— What is expected —
A word-for-word copy of all entries is required, without images.

— Stored data entries —
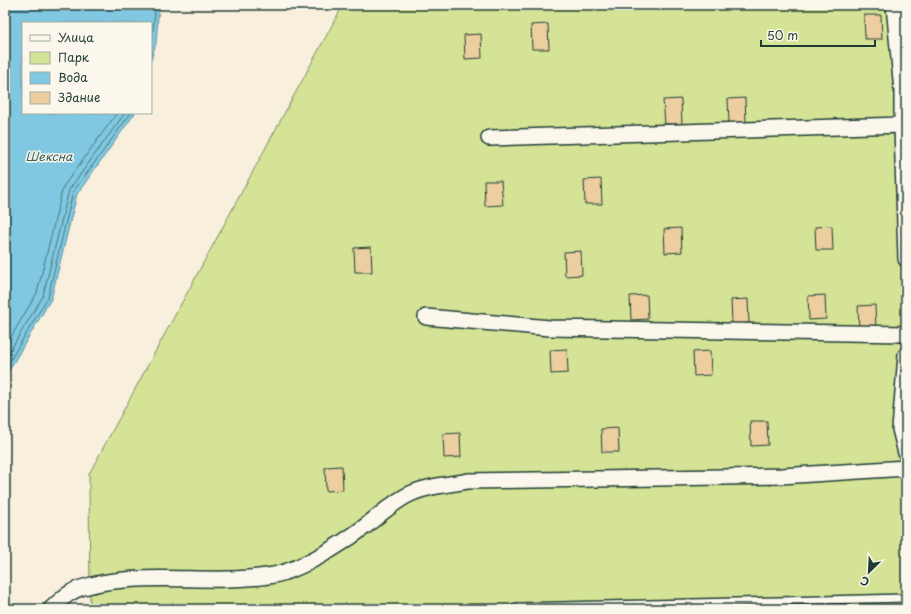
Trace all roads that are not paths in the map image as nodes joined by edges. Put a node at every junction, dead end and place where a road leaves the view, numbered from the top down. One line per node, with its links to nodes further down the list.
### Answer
1 (894, 5): 2 (street)
2 (904, 91): 3 (street)
3 (902, 125): 4 (street); 5 (street)
4 (489, 138)
5 (906, 259)
6 (426, 317): 7 (street)
7 (906, 334)
8 (906, 355): 9 (street)
9 (906, 453)
10 (906, 468): 13 (street)
11 (906, 598): 12 (lane)
12 (516, 607)
13 (52, 609)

— Solution to this exercise —
Trace all roads that are not paths in the map image as nodes joined by edges. Put a node at every junction, dead end and place where a road leaves the view, numbered from the top down. One line per node, with its links to nodes further down the list.
### Answer
1 (894, 5): 2 (street)
2 (904, 91): 3 (street)
3 (902, 125): 4 (street); 5 (street)
4 (489, 138)
5 (906, 259)
6 (426, 317): 7 (street)
7 (906, 334)
8 (906, 355): 9 (street)
9 (906, 453)
10 (906, 468): 13 (street)
11 (906, 598): 12 (lane)
12 (516, 607)
13 (52, 609)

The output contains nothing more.